- Dataset entries -
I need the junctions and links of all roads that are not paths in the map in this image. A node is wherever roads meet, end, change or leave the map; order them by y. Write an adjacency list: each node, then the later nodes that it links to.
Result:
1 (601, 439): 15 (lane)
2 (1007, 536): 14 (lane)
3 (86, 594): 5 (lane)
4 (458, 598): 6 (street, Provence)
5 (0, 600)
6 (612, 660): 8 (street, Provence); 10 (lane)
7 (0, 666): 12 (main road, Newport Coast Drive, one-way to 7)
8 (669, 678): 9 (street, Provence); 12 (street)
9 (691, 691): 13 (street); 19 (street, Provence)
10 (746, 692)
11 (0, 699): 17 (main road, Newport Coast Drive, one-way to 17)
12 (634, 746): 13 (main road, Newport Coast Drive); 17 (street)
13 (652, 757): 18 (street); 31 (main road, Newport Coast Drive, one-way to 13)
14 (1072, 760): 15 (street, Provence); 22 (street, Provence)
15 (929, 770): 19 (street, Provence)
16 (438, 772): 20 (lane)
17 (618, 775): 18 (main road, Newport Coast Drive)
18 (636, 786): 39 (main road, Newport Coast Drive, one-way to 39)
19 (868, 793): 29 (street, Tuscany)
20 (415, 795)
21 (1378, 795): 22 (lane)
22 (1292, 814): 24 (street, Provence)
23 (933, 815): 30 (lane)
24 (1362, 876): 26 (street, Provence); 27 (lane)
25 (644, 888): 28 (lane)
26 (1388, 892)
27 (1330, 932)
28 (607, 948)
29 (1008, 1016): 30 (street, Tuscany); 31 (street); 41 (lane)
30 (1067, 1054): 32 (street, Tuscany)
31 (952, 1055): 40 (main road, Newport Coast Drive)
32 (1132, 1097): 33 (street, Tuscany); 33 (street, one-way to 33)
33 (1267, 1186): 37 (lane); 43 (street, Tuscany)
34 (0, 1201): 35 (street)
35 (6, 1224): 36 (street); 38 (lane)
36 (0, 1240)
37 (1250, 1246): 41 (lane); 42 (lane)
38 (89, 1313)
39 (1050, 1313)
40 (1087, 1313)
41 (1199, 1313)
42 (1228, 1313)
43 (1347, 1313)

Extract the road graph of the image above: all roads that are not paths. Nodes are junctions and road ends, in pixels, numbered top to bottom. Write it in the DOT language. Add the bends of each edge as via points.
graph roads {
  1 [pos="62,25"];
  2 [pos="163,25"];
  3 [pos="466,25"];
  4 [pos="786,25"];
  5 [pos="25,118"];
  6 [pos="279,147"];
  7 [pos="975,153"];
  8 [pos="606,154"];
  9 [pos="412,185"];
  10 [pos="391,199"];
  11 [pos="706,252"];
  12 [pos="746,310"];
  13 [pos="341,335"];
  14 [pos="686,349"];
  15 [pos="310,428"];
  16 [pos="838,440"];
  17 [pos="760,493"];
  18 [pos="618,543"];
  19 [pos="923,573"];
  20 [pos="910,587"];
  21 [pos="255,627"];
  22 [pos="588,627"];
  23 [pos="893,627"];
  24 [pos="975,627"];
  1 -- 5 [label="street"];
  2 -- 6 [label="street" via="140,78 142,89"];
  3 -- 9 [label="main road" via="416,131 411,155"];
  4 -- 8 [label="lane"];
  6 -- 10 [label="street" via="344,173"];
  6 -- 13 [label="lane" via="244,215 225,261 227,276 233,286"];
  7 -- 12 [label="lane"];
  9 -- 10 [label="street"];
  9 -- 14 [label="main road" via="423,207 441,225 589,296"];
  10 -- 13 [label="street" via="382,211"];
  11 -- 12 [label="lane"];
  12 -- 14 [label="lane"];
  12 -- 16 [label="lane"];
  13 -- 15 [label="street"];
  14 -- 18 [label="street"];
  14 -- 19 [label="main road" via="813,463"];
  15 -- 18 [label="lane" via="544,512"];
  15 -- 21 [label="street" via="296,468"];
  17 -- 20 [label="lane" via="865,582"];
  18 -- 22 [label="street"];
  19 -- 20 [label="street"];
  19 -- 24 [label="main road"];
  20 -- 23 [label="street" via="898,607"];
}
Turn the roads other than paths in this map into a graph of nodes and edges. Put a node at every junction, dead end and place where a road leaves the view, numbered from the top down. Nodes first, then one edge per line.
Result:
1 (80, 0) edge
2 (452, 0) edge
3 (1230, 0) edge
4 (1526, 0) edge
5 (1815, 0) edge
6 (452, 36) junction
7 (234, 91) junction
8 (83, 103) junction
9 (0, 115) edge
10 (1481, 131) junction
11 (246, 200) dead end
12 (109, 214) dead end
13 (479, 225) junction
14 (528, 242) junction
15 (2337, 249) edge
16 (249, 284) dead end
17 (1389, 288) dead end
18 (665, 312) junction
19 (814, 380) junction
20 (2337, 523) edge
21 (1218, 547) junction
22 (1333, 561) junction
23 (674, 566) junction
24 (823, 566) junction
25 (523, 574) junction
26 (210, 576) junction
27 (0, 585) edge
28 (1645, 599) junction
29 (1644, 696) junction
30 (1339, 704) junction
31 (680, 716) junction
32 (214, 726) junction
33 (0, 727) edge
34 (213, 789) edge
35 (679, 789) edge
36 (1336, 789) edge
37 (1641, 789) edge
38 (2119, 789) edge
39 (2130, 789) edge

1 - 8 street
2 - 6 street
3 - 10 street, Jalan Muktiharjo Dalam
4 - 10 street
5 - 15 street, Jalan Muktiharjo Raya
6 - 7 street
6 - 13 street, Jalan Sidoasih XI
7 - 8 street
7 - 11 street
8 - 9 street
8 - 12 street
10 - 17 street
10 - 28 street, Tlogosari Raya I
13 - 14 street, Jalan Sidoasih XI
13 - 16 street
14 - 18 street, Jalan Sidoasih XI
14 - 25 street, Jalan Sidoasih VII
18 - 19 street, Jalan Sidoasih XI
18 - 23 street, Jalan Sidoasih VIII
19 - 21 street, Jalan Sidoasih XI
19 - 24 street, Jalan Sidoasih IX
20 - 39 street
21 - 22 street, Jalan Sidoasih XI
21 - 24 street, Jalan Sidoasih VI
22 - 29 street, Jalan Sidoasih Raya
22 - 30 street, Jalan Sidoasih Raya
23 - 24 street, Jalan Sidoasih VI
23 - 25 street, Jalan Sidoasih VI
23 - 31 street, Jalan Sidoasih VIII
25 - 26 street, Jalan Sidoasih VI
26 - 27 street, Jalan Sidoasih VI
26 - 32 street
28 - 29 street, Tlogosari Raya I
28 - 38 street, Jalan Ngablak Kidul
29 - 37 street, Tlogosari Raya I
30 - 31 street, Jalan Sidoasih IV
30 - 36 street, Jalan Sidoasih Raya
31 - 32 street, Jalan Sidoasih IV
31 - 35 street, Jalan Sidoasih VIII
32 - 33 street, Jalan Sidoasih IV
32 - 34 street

- Exercise aim -
From the listing above, extract every line exactly as it stands.

- Written solution -
I need the junctions and links of all roads that are not paths in the map in this image. A node is wherever roads meet, end, change or leave the map; order them by y. Write an adjacency list: each node, then the later nodes that it links to.
Result:
1 (601, 439): 15 (lane)
2 (1007, 536): 14 (lane)
3 (86, 594): 5 (lane)
4 (458, 598): 6 (street, Provence)
5 (0, 600)
6 (612, 660): 8 (street, Provence); 10 (lane)
7 (0, 666): 12 (main road, Newport Coast Drive, one-way to 7)
8 (669, 678): 9 (street, Provence); 12 (street)
9 (691, 691): 13 (street); 19 (street, Provence)
10 (746, 692)
11 (0, 699): 17 (main road, Newport Coast Drive, one-way to 17)
12 (634, 746): 13 (main road, Newport Coast Drive); 17 (street)
13 (652, 757): 18 (street); 31 (main road, Newport Coast Drive, one-way to 13)
14 (1072, 760): 15 (street, Provence); 22 (street, Provence)
15 (929, 770): 19 (street, Provence)
16 (438, 772): 20 (lane)
17 (618, 775): 18 (main road, Newport Coast Drive)
18 (636, 786): 39 (main road, Newport Coast Drive, one-way to 39)
19 (868, 793): 29 (street, Tuscany)
20 (415, 795)
21 (1378, 795): 22 (lane)
22 (1292, 814): 24 (street, Provence)
23 (933, 815): 30 (lane)
24 (1362, 876): 26 (street, Provence); 27 (lane)
25 (644, 888): 28 (lane)
26 (1388, 892)
27 (1330, 932)
28 (607, 948)
29 (1008, 1016): 30 (street, Tuscany); 31 (street); 41 (lane)
30 (1067, 1054): 32 (street, Tuscany)
31 (952, 1055): 40 (main road, Newport Coast Drive)
32 (1132, 1097): 33 (street, Tuscany); 33 (street, one-way to 33)
33 (1267, 1186): 37 (lane); 43 (street, Tuscany)
34 (0, 1201): 35 (street)
35 (6, 1224): 36 (street); 38 (lane)
36 (0, 1240)
37 (1250, 1246): 41 (lane); 42 (lane)
38 (89, 1313)
39 (1050, 1313)
40 (1087, 1313)
41 (1199, 1313)
42 (1228, 1313)
43 (1347, 1313)

Extract the road graph of the image above: all roads that are not paths. Nodes are junctions and road ends, in pixels, numbered top to bottom. Write it in the DOT language. Add the bends of each edge as via points.
graph roads {
  1 [pos="62,25"];
  2 [pos="163,25"];
  3 [pos="466,25"];
  4 [pos="786,25"];
  5 [pos="25,118"];
  6 [pos="279,147"];
  7 [pos="975,153"];
  8 [pos="606,154"];
  9 [pos="412,185"];
  10 [pos="391,199"];
  11 [pos="706,252"];
  12 [pos="746,310"];
  13 [pos="341,335"];
  14 [pos="686,349"];
  15 [pos="310,428"];
  16 [pos="838,440"];
  17 [pos="760,493"];
  18 [pos="618,543"];
  19 [pos="923,573"];
  20 [pos="910,587"];
  21 [pos="255,627"];
  22 [pos="588,627"];
  23 [pos="893,627"];
  24 [pos="975,627"];
  1 -- 5 [label="street"];
  2 -- 6 [label="street" via="140,78 142,89"];
  3 -- 9 [label="main road" via="416,131 411,155"];
  4 -- 8 [label="lane"];
  6 -- 10 [label="street" via="344,173"];
  6 -- 13 [label="lane" via="244,215 225,261 227,276 233,286"];
  7 -- 12 [label="lane"];
  9 -- 10 [label="street"];
  9 -- 14 [label="main road" via="423,207 441,225 589,296"];
  10 -- 13 [label="street" via="382,211"];
  11 -- 12 [label="lane"];
  12 -- 14 [label="lane"];
  12 -- 16 [label="lane"];
  13 -- 15 [label="street"];
  14 -- 18 [label="street"];
  14 -- 19 [label="main road" via="813,463"];
  15 -- 18 [label="lane" via="544,512"];
  15 -- 21 [label="street" via="296,468"];
  17 -- 20 [label="lane" via="865,582"];
  18 -- 22 [label="street"];
  19 -- 20 [label="street"];
  19 -- 24 [label="main road"];
  20 -- 23 [label="street" via="898,607"];
}
Turn the roads other than paths in this map into a graph of nodes and edges. Put a node at every junction, dead end and place where a road leaves the view, numbered from the top down. Nodes first, then one edge per line.
Result:
1 (80, 0) edge
2 (452, 0) edge
3 (1230, 0) edge
4 (1526, 0) edge
5 (1815, 0) edge
6 (452, 36) junction
7 (234, 91) junction
8 (83, 103) junction
9 (0, 115) edge
10 (1481, 131) junction
11 (246, 200) dead end
12 (109, 214) dead end
13 (479, 225) junction
14 (528, 242) junction
15 (2337, 249) edge
16 (249, 284) dead end
17 (1389, 288) dead end
18 (665, 312) junction
19 (814, 380) junction
20 (2337, 523) edge
21 (1218, 547) junction
22 (1333, 561) junction
23 (674, 566) junction
24 (823, 566) junction
25 (523, 574) junction
26 (210, 576) junction
27 (0, 585) edge
28 (1645, 599) junction
29 (1644, 696) junction
30 (1339, 704) junction
31 (680, 716) junction
32 (214, 726) junction
33 (0, 727) edge
34 (213, 789) edge
35 (679, 789) edge
36 (1336, 789) edge
37 (1641, 789) edge
38 (2119, 789) edge
39 (2130, 789) edge

1 - 8 street
2 - 6 street
3 - 10 street, Jalan Muktiharjo Dalam
4 - 10 street
5 - 15 street, Jalan Muktiharjo Raya
6 - 7 street
6 - 13 street, Jalan Sidoasih XI
7 - 8 street
7 - 11 street
8 - 9 street
8 - 12 street
10 - 17 street
10 - 28 street, Tlogosari Raya I
13 - 14 street, Jalan Sidoasih XI
13 - 16 street
14 - 18 street, Jalan Sidoasih XI
14 - 25 street, Jalan Sidoasih VII
18 - 19 street, Jalan Sidoasih XI
18 - 23 street, Jalan Sidoasih VIII
19 - 21 street, Jalan Sidoasih XI
19 - 24 street, Jalan Sidoasih IX
20 - 39 street
21 - 22 street, Jalan Sidoasih XI
21 - 24 street, Jalan Sidoasih VI
22 - 29 street, Jalan Sidoasih Raya
22 - 30 street, Jalan Sidoasih Raya
23 - 24 street, Jalan Sidoasih VI
23 - 25 street, Jalan Sidoasih VI
23 - 31 street, Jalan Sidoasih VIII
25 - 26 street, Jalan Sidoasih VI
26 - 27 street, Jalan Sidoasih VI
26 - 32 street
28 - 29 street, Tlogosari Raya I
28 - 38 street, Jalan Ngablak Kidul
29 - 37 street, Tlogosari Raya I
30 - 31 street, Jalan Sidoasih IV
30 - 36 street, Jalan Sidoasih Raya
31 - 32 street, Jalan Sidoasih IV
31 - 35 street, Jalan Sidoasih VIII
32 - 33 street, Jalan Sidoasih IV
32 - 34 street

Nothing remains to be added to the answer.